TASK STATEMENT:
Find the lines in the records below that contain "junction", and report each of them.
====================
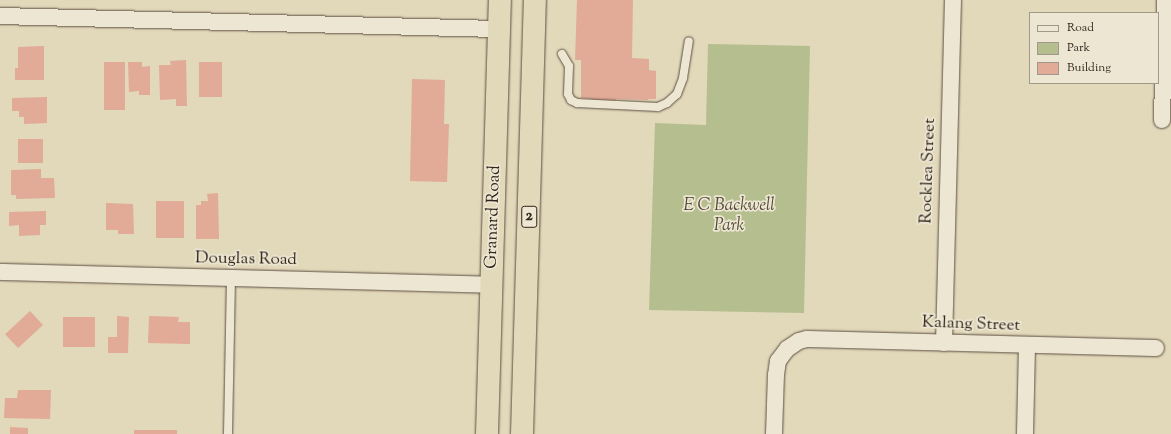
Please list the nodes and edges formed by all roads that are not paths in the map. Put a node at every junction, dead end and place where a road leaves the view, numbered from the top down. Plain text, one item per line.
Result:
1 (500, 0) edge
2 (535, 0) edge
3 (953, 0) edge
4 (1165, 0) edge
5 (0, 16) edge
6 (499, 29) junction
7 (689, 41) dead end
8 (562, 54) dead end
9 (1162, 120) dead end
10 (0, 272) edge
11 (231, 279) junction
12 (492, 285) junction
13 (944, 343) junction
14 (1027, 345) junction
15 (1156, 348) dead end
16 (228, 434) edge
17 (487, 434) edge
18 (522, 434) edge
19 (774, 434) edge
20 (1025, 434) edge

1 - 6 highway, Granard Road
2 - 18 highway, Granard Road / 2
3 - 13 street, Rocklea Street
4 - 9 street
5 - 6 street
6 - 12 highway, Granard Road
7 - 8 lane
10 - 11 street, Douglas Road
11 - 12 street, Douglas Road
11 - 16 lane
12 - 17 highway, Granard Road
13 - 14 street, Kalang Street
13 - 19 street, Kalang Street
14 - 15 street, Kalang Street
14 - 20 street

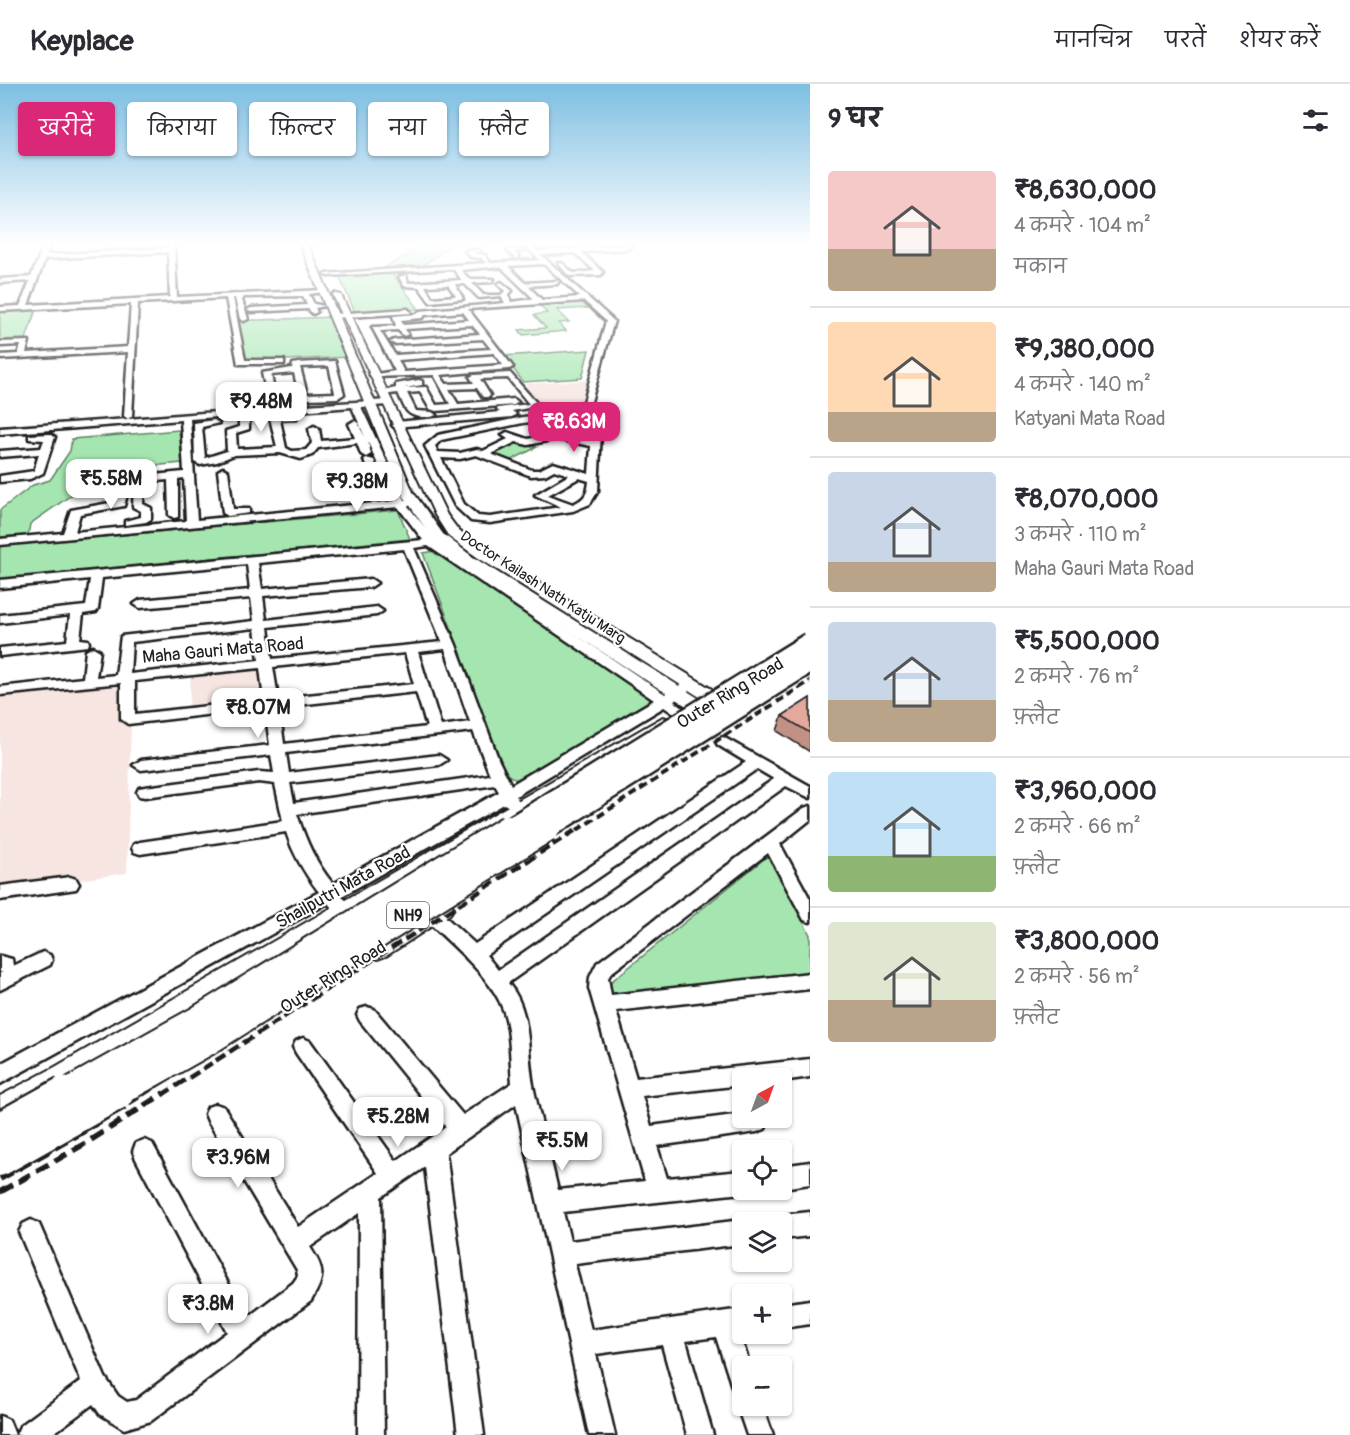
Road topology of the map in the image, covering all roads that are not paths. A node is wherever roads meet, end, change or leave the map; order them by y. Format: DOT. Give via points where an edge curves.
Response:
graph roads {
  1 [pos="24,305"];
  2 [pos="70,305"];
  3 [pos="135,305"];
  4 [pos="231,305"];
  5 [pos="240,305"];
  6 [pos="277,305"];
  7 [pos="289,305"];
  8 [pos="310,305"];
  9 [pos="332,305"];
  10 [pos="336,305"];
  11 [pos="455,305"];
  12 [pos="488,305"];
  13 [pos="593,305"];
  14 [pos="321,306"];
  15 [pos="23,308"];
  16 [pos="457,308"];
  17 [pos="0,309"];
  18 [pos="312,309"];
  19 [pos="251,310"];
  20 [pos="339,315"];
  21 [pos="244,319"];
  22 [pos="449,320"];
  23 [pos="476,322"];
  24 [pos="424,326"];
  25 [pos="375,329"];
  26 [pos="353,330"];
  27 [pos="402,331"];
  28 [pos="453,331"];
  29 [pos="487,336"];
  30 [pos="433,339"];
  31 [pos="385,342"];
  32 [pos="463,344"];
  33 [pos="1,345"];
  34 [pos="132,349"];
  35 [pos="496,351"];
  36 [pos="414,353"];
  37 [pos="470,353"];
  38 [pos="443,355"];
  39 [pos="21,356"];
  40 [pos="350,357"];
  41 [pos="0,358"];
  42 [pos="391,358"];
  43 [pos="477,361"];
  44 [pos="422,365"];
  45 [pos="297,370"];
  46 [pos="399,373"];
  47 [pos="374,375"];
  48 [pos="460,378"];
  49 [pos="477,381"];
  50 [pos="441,382"];
  51 [pos="402,391"];
  52 [pos="524,393"];
  53 [pos="486,395"];
  54 [pos="384,397"];
  55 [pos="304,400"];
  56 [pos="364,402"];
  57 [pos="453,402"];
  58 [pos="477,411"];
  59 [pos="128,416"];
  60 [pos="258,416"];
  61 [pos="185,417"];
  62 [pos="275,418"];
  63 [pos="244,421"];
  64 [pos="397,425"];
  65 [pos="0,426"];
  66 [pos="489,427"];
  67 [pos="314,429"];
  68 [pos="0,431"];
  69 [pos="0,439"];
  70 [pos="372,439"];
  71 [pos="515,439"];
  72 [pos="317,444"];
  73 [pos="597,444"];
  74 [pos="282,450"];
  75 [pos="232,452"];
  76 [pos="309,453"];
  77 [pos="0,454"];
  78 [pos="483,454"];
  79 [pos="45,455"];
  80 [pos="436,455"];
  81 [pos="271,460"];
  82 [pos="369,461"];
  83 [pos="0,463"];
  84 [pos="385,468"];
  85 [pos="223,471"];
  86 [pos="578,474"];
  87 [pos="189,475"];
  88 [pos="173,477"];
  89 [pos="0,478"];
  90 [pos="593,479"];
  91 [pos="139,483"];
  92 [pos="123,487"];
  93 [pos="111,488"];
  94 [pos="407,504"];
  95 [pos="119,505"];
  96 [pos="332,506"];
  97 [pos="138,507"];
  98 [pos="573,508"];
  99 [pos="174,515"];
  100 [pos="192,524"];
  101 [pos="69,532"];
  102 [pos="0,542"];
  103 [pos="437,542"];
  104 [pos="408,546"];
  105 [pos="252,560"];
  106 [pos="96,575"];
  107 [pos="527,582"];
  108 [pos="371,583"];
  109 [pos="0,584"];
  110 [pos="511,588"];
  111 [pos="258,593"];
  112 [pos="140,604"];
  113 [pos="77,611"];
  114 [pos="377,611"];
  115 [pos="0,618"];
  116 [pos="261,624"];
  117 [pos="810,632"];
  118 [pos="810,644"];
  119 [pos="450,645"];
  120 [pos="83,646"];
  121 [pos="411,650"];
  122 [pos="0,652"];
  123 [pos="810,662"];
  124 [pos="265,664"];
  125 [pos="810,671"];
  126 [pos="125,678"];
  127 [pos="89,682"];
  128 [pos="692,684"];
  129 [pos="422,687"];
  130 [pos="0,691"];
  131 [pos="672,697"];
  132 [pos="695,703"];
  133 [pos="270,705"];
  134 [pos="479,726"];
  135 [pos="435,732"];
  136 [pos="723,742"];
  137 [pos="276,751"];
  138 [pos="439,760"];
  139 [pos="756,762"];
  140 [pos="141,765"];
  141 [pos="281,779"];
  142 [pos="785,779"];
  143 [pos="145,792"];
  144 [pos="810,793"];
  145 [pos="508,794"];
  146 [pos="536,797"];
  147 [pos="810,812"];
  148 [pos="290,817"];
  149 [pos="570,825"];
  150 [pos="771,843"];
  151 [pos="140,848"];
  152 [pos="70,884"];
  153 [pos="0,893"];
  154 [pos="337,902"];
  155 [pos="432,915"];
  156 [pos="810,915"];
  157 [pos="474,954"];
  158 [pos="43,960"];
  159 [pos="2,970"];
  160 [pos="496,981"];
  161 [pos="810,981"];
  162 [pos="604,1004"];
  163 [pos="367,1015"];
  164 [pos="303,1047"];
  165 [pos="810,1068"];
  166 [pos="0,1075"];
  167 [pos="523,1087"];
  168 [pos="629,1088"];
  169 [pos="0,1109"];
  170 [pos="216,1114"];
  171 [pos="732,1125"];
  172 [pos="0,1129"];
  173 [pos="461,1129"];
  174 [pos="644,1137"];
  175 [pos="434,1148"];
  176 [pos="144,1151"];
  177 [pos="0,1159"];
  178 [pos="810,1173"];
  179 [pos="0,1175"];
  180 [pos="393,1176"];
  181 [pos="792,1176"];
  182 [pos="732,1183"];
  183 [pos="370,1192"];
  184 [pos="660,1192"];
  185 [pos="548,1202"];
  186 [pos="810,1224"];
  187 [pos="792,1226"];
  188 [pos="31,1232"];
  189 [pos="732,1233"];
  190 [pos="295,1243"];
  191 [pos="560,1254"];
  192 [pos="810,1312"];
  193 [pos="792,1315"];
  194 [pos="732,1323"];
  195 [pos="670,1332"];
  196 [pos="243,1336"];
  197 [pos="581,1344"];
  198 [pos="96,1386"];
  199 [pos="753,1416"];
  200 [pos="0,1429"];
  201 [pos="2,1435"];
  202 [pos="29,1435"];
  203 [pos="371,1435"];
  204 [pos="471,1435"];
  205 [pos="602,1435"];
  206 [pos="700,1435"];
  207 [pos="760,1435"];
  1 -- 15 [label="street"];
  2 -- 15 [label="street"];
  3 -- 34 [label="street"];
  4 -- 40 [label="street" via="241,362"];
  5 -- 21 [label="street"];
  6 -- 19 [label="street"];
  7 -- 18 [label="street"];
  8 -- 18 [label="street"];
  9 -- 20 [label="main road, Doctor Kailash Nath Katju Marg"];
  10 -- 20 [label="main road, Doctor Kailash Nath Katju Marg"];
  11 -- 16 [label="street"];
  12 -- 16 [label="street"];
  13 -- 58 [label="street" via="610,321 586,405"];
  14 -- 18 [label="street"];
  15 -- 17 [label="street"];
  16 -- 20 [label="street"];
  20 -- 26 [label="main road, Doctor Kailash Nath Katju Marg"];
  20 -- 40 [label="main road, Doctor Kailash Nath Katju Marg"];
  22 -- 23 [label="street"];
  22 -- 24 [label="street"];
  22 -- 28 [label="street"];
  23 -- 27 [label="street" via="466,310 420,313 422,316 396,318"];
  23 -- 29 [label="street"];
  24 -- 27 [label="street"];
  24 -- 30 [label="street"];
  25 -- 26 [label="street"];
  25 -- 27 [label="street"];
  25 -- 31 [label="street"];
  26 -- 47 [label="main road, Doctor Kailash Nath Katju Marg"];
  29 -- 30 [label="street"];
  29 -- 35 [label="street"];
  30 -- 31 [label="street"];
  30 -- 38 [label="street"];
  31 -- 42 [label="street"];
  32 -- 37 [label="street"];
  33 -- 39 [label="street" via="26,343"];
  34 -- 39 [label="street"];
  34 -- 59 [label="street"];
  35 -- 37 [label="street"];
  35 -- 46 [label="street" via="509,367"];
  36 -- 38 [label="street"];
  36 -- 42 [label="street"];
  36 -- 44 [label="street"];
  37 -- 38 [label="street"];
  37 -- 43 [label="street"];
  39 -- 41 [label="street"];
  40 -- 56 [label="main road, Doctor Kailash Nath Katju Marg"];
  42 -- 46 [label="street"];
  45 -- 55 [label="street"];
  45 -- 55 [label="street" via="266,374 271,398"];
  45 -- 55 [label="street" via="298,365 333,363 340,394"];
  46 -- 47 [label="street"];
  47 -- 54 [label="main road, Doctor Kailash Nath Katju Marg"];
  48 -- 49 [label="street"];
  49 -- 50 [label="street"];
  49 -- 52 [label="street" via="510,375"];
  49 -- 53 [label="street"];
  50 -- 51 [label="street" via="399,385"];
  50 -- 57 [label="street"];
  51 -- 54 [label="street"];
  51 -- 57 [label="street" via="423,389 434,408"];
  51 -- 58 [label="street" via="416,416"];
  52 -- 53 [label="street"];
  52 -- 58 [label="street" via="535,407 520,409 513,402"];
  53 -- 57 [label="street"];
  54 -- 56 [label="street"];
  54 -- 64 [label="main road, Doctor Kailash Nath Katju Marg"];
  55 -- 56 [label="street"];
  55 -- 59 [label="street"];
  56 -- 60 [label="street"];
  56 -- 70 [label="main road, Doctor Kailash Nath Katju Marg"];
  57 -- 58 [label="street"];
  58 -- 64 [label="street"];
  58 -- 66 [label="street"];
  59 -- 65 [label="street"];
  60 -- 61 [label="street"];
  60 -- 62 [label="street"];
  60 -- 63 [label="street"];
  61 -- 68 [label="street"];
  61 -- 87 [label="street"];
  62 -- 70 [label="street" via="350,413"];
  62 -- 74 [label="street"];
  63 -- 75 [label="street" via="244,429 231,430"];
  63 -- 75 [label="street" via="198,424 200,462"];
  64 -- 107 [label="main road, Doctor Kailash Nath Katju Marg" via="454,534"];
  66 -- 71 [label="street"];
  66 -- 73 [label="street" via="598,412"];
  66 -- 80 [label="street" via="438,438 430,446"];
  67 -- 72 [label="street"];
  69 -- 79 [label="street" via="48,436"];
  70 -- 72 [label="street"];
  70 -- 82 [label="street"];
  70 -- 84 [label="street"];
  70 -- 94 [label="main road, Doctor Kailash Nath Katju Marg"];
  71 -- 73 [label="street" via="528,442 556,436"];
  71 -- 78 [label="street"];
  72 -- 76 [label="street"];
  73 -- 90 [label="street"];
  74 -- 75 [label="street"];
  74 -- 76 [label="street" via="290,454"];
  76 -- 81 [label="street"];
  77 -- 79 [label="street"];
  78 -- 80 [label="street"];
  78 -- 86 [label="street" via="531,473 541,473 553,466"];
  79 -- 83 [label="street"];
  79 -- 89 [label="street" via="36,475"];
  80 -- 98 [label="street" via="460,506 475,519"];
  82 -- 84 [label="street"];
  82 -- 96 [label="street" via="381,497"];
  84 -- 94 [label="street"];
  85 -- 96 [label="street" via="228,513"];
  86 -- 90 [label="street"];
  86 -- 98 [label="street" via="540,495"];
  87 -- 88 [label="street"];
  87 -- 100 [label="street"];
  88 -- 91 [label="street"];
  88 -- 99 [label="street"];
  90 -- 98 [label="street" via="590,496"];
  91 -- 92 [label="street" via="126,480"];
  91 -- 97 [label="street"];
  92 -- 93 [label="street"];
  92 -- 95 [label="street"];
  94 -- 96 [label="street"];
  94 -- 103 [label="main road, Doctor Kailash Nath Katju Marg" via="423,518"];
  95 -- 97 [label="street" via="119,509"];
  95 -- 101 [label="street" via="90,504 75,512"];
  96 -- 100 [label="street"];
  97 -- 101 [label="street" via="146,508 144,521"];
  100 -- 101 [label="street"];
  101 -- 102 [label="street"];
  103 -- 104 [label="street"];
  103 -- 110 [label="main road, Doctor Kailash Nath Katju Marg"];
  103 -- 131 [label="street"];
  104 -- 105 [label="street"];
  104 -- 119 [label="street"];
  105 -- 106 [label="street"];
  105 -- 111 [label="street"];
  106 -- 109 [label="street"];
  106 -- 113 [label="street" via="92,609"];
  107 -- 110 [label="main road"];
  107 -- 128 [label="main road, Doctor Kailash Nath Katju Marg"];
  108 -- 111 [label="street"];
  110 -- 131 [label="main road, Doctor Kailash Nath Katju Marg"];
  111 -- 112 [label="street"];
  111 -- 116 [label="street"];
  113 -- 115 [label="street"];
  113 -- 120 [label="street"];
  114 -- 116 [label="street"];
  116 -- 124 [label="street"];
  116 -- 126 [label="street" via="126,639"];
  117 -- 132 [label="main road, Outer Ring Road"];
  118 -- 172 [label="highway, Outer Ring Road / NH9, bridge" via="197,1020"];
  119 -- 121 [label="street, Maha Gauri Mata Road"];
  119 -- 134 [label="street"];
  120 -- 122 [label="street"];
  120 -- 127 [label="street"];
  121 -- 124 [label="street, Maha Gauri Mata Road"];
  121 -- 129 [label="street"];
  123 -- 177 [label="highway, Outer Ring Road / NH9, bridge" via="206,1042"];
  124 -- 126 [label="street, Maha Gauri Mata Road"];
  124 -- 133 [label="street"];
  125 -- 149 [label="main road, Outer Ring Road"];
  126 -- 127 [label="street, Maha Gauri Mata Road"];
  126 -- 133 [label="street" via="128,719"];
  127 -- 130 [label="street, Maha Gauri Mata Road"];
  128 -- 131 [label="street"];
  128 -- 132 [label="main road, Doctor Kailash Nath Katju Marg"];
  129 -- 133 [label="street"];
  129 -- 135 [label="street"];
  131 -- 132 [label="street"];
  131 -- 145 [label="street"];
  132 -- 146 [label="main road, Outer Ring Road"];
  133 -- 137 [label="street"];
  134 -- 135 [label="street"];
  134 -- 145 [label="street"];
  135 -- 137 [label="street"];
  136 -- 139 [label="street"];
  137 -- 140 [label="street"];
  137 -- 141 [label="street"];
  138 -- 141 [label="street"];
  139 -- 142 [label="street"];
  139 -- 157 [label="street"];
  141 -- 143 [label="street" via="259,777"];
  141 -- 148 [label="street"];
  142 -- 144 [label="street"];
  142 -- 160 [label="street"];
  145 -- 146 [label="main road, Outer Ring Road"];
  145 -- 148 [label="street"];
  145 -- 154 [label="main road, Outer Ring Road" via="458,833"];
  146 -- 149 [label="main road"];
  147 -- 150 [label="street"];
  148 -- 151 [label="street"];
  148 -- 154 [label="street" via="313,872"];
  149 -- 155 [label="main road, Outer Ring Road"];
  150 -- 156 [label="street"];
  150 -- 162 [label="street" via="604,968 599,977"];
  152 -- 153 [label="street"];
  154 -- 166 [label="street, Shailputri Mata Road"];
  154 -- 169 [label="main road, Outer Ring Road" via="64,1075"];
  155 -- 157 [label="street"];
  155 -- 179 [label="main road, Outer Ring Road" via="189,1066"];
  157 -- 160 [label="street"];
  158 -- 159 [label="street"];
  160 -- 167 [label="street" via="515,1015"];
  161 -- 162 [label="street"];
  162 -- 168 [label="street"];
  163 -- 173 [label="street"];
  164 -- 180 [label="street"];
  165 -- 168 [label="street"];
  167 -- 173 [label="street"];
  167 -- 185 [label="street"];
  168 -- 174 [label="street"];
  170 -- 190 [label="street"];
  171 -- 174 [label="street"];
  173 -- 175 [label="street"];
  174 -- 184 [label="street"];
  175 -- 180 [label="street"];
  175 -- 204 [label="street"];
  176 -- 196 [label="street"];
  178 -- 181 [label="street"];
  180 -- 183 [label="street"];
  182 -- 184 [label="street"];
  183 -- 190 [label="street"];
  183 -- 203 [label="street"];
  184 -- 185 [label="street"];
  185 -- 191 [label="street"];
  186 -- 187 [label="street"];
  188 -- 198 [label="street"];
  189 -- 191 [label="street"];
  190 -- 196 [label="street" via="309,1267 310,1279 302,1292"];
  191 -- 197 [label="street"];
  192 -- 193 [label="street"];
  194 -- 195 [label="street"];
  195 -- 197 [label="street"];
  195 -- 206 [label="street"];
  196 -- 198 [label="street" via="142,1412 123,1416 109,1405"];
  197 -- 205 [label="street"];
  198 -- 202 [label="street"];
  199 -- 207 [label="street"];
  200 -- 201 [label="street"];
}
====================
OUTPUT OF THE TASK:
Please list the nodes and edges formed by all roads that are not paths in the map. Put a node at every junction, dead end and place where a road leaves the view, numbered from the top down. Plain text, one item per line.
6 (499, 29) junction
11 (231, 279) junction
12 (492, 285) junction
13 (944, 343) junction
14 (1027, 345) junction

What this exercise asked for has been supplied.